Протестантизм не может быть ошибкой, ложью, глупостью или недоумением. Не могут ошибаться в вере четыреста миллионов человек. Протестантизм имеет столько же прав на жизнь и человек на веру в нем, сколько же и православие и человек в нем. Благословение на том, что существует. Даже на глупости.
Потом мы пошли в Dom.
В Dom очень много людей, те, кому не хватило места, стояли, сидели на стульчиках, на каменных ступенях.
Камень в Dom невероятно холодный. И это даже не холод камня.
Это – холод небес, это – холод истинного слова, не оставляющего надежд человеку помимо его дел и помыслов. Это – холод столетий, многовековой холод спрессованных грехов, страданий и трагедий, разочарования, жертвенности и восторга, откровения и истины, мудрости и одиночества, холод неба и холод ночи, холод боли и холод раскаяния. Вошли и мы и слились с каменным Dom и долгими столетиями его жизни.
Поет детский хор. Ангелы в белых одеждах. Ангелы поют на немецком и латыни.
Служба на немецком, отдельные куски службы на латыни.
Великое молитвенное состояние. Уже близко к полуночи. Закрываю глаза, душа парит, летает радостно, как голубка, вертится в восходящих к небу волнах молитвы и благодарения Господу, исходящих от окружающих меня людей. Я почти физически вижу внутренним зрением голубые потоки восторга и душевного покоя, льющиеся к небесам и повсюду. И моя душа свободна в них.
Выходит, точнее, восходит, поднимается в деревянную беседку на возвышении настоятель храма, или сам архиепископ, – говорить проповедь. Несколько театрален. Нет в его голосе настоящей боли, уже много лет он играет свою роль. Но играет хорошо, почти незаметна его художественность при исполнении единственной своей роли, которую он успешно тиражирует.
Настоятель в золотой тиаре, остальные служители – в серебряных тиарах.

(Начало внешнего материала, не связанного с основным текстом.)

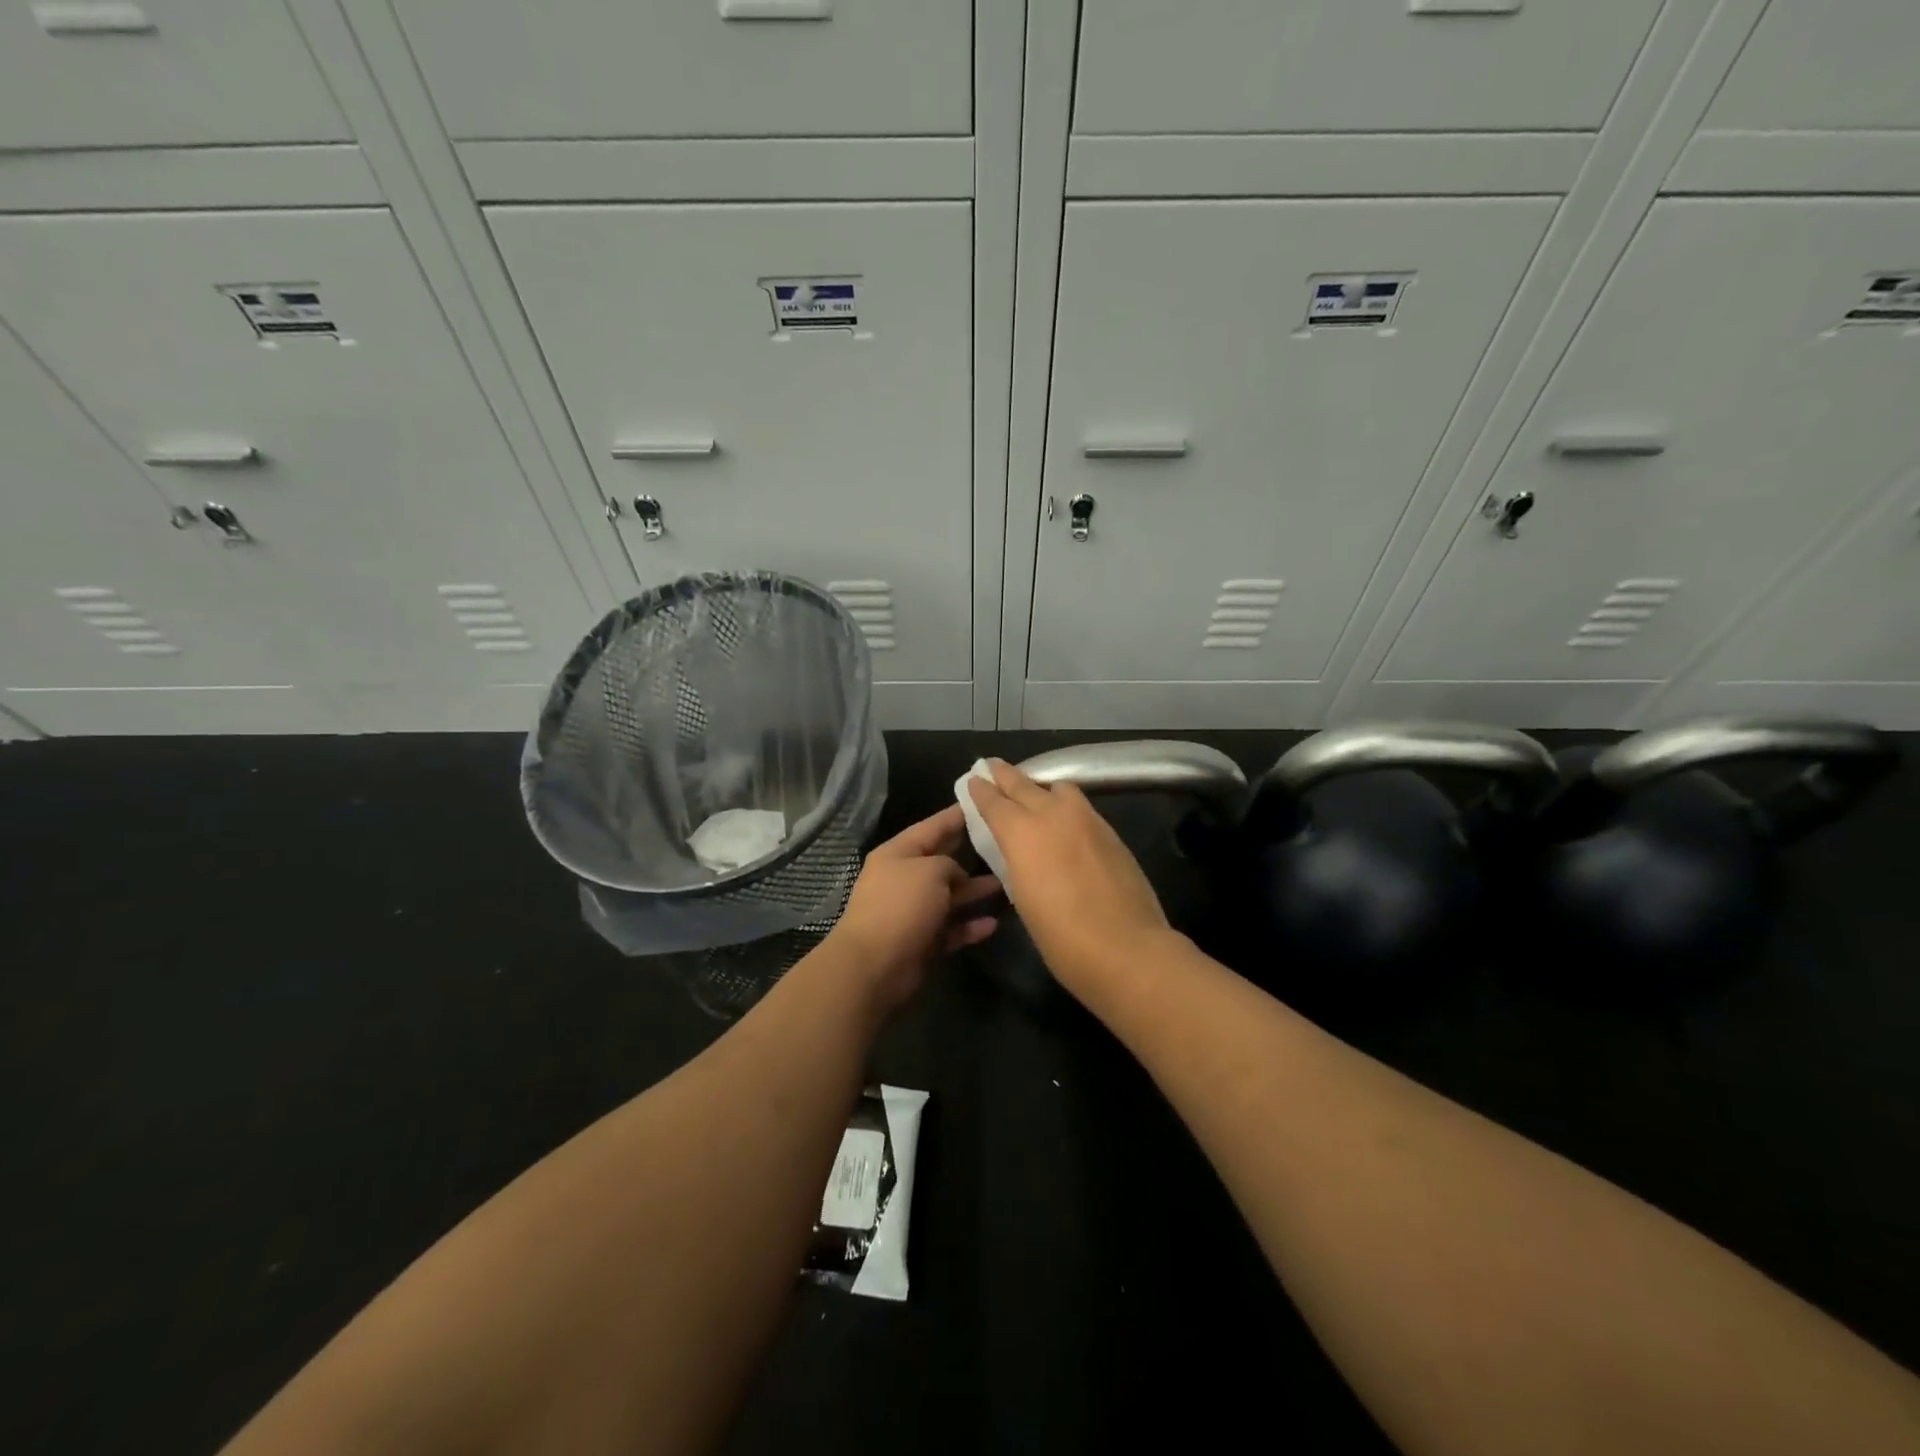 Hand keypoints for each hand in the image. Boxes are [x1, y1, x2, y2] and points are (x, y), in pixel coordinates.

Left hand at [824, 804, 999, 1013]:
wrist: (875, 964)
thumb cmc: (901, 905)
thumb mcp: (930, 870)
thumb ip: (950, 864)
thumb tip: (956, 877)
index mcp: (898, 853)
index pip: (932, 827)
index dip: (956, 815)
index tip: (980, 801)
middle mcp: (904, 878)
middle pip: (942, 861)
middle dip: (970, 853)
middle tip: (1003, 842)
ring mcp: (912, 912)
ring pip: (950, 896)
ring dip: (975, 891)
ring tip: (1008, 884)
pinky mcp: (922, 941)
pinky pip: (951, 929)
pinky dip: (969, 926)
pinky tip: (993, 923)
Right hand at [965, 760, 1172, 999]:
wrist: (1126, 948)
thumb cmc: (1061, 936)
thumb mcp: (1023, 898)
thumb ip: (1016, 862)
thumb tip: (1018, 850)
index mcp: (1022, 832)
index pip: (994, 801)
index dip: (981, 790)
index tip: (975, 779)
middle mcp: (1053, 814)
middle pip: (1024, 784)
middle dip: (1006, 775)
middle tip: (993, 767)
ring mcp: (1087, 819)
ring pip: (1058, 788)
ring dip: (1041, 787)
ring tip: (1034, 794)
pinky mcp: (1110, 832)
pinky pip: (1081, 806)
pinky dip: (1066, 805)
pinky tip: (1064, 820)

Близится мгновение истины.
Наконец, полночь. «Cristus ist auferstanden» («Христос воскрес») – возопили радостно прихожане вслед своим пастырям на аналое. И все начали друг другу пожимать руки, поздравлять с воскресением Христа, причем, почти молча. Потом пошли за облатками. Выстроившись в молчаливую очередь к аналою. По внутреннему периметру ходили несколько священников и раздавали круглые лепешки-облатки со словами, «Cristus ist auferstanden». Кто-то становился на колени и открывал рот, в такой рот священник клал облатку сам. Это – причастие!
Но уже не для нас. Это уже будет слишком, два раза подряд совершить конфессиональный грех. Православный не может причащаться у католиков, разве, что перед смертью.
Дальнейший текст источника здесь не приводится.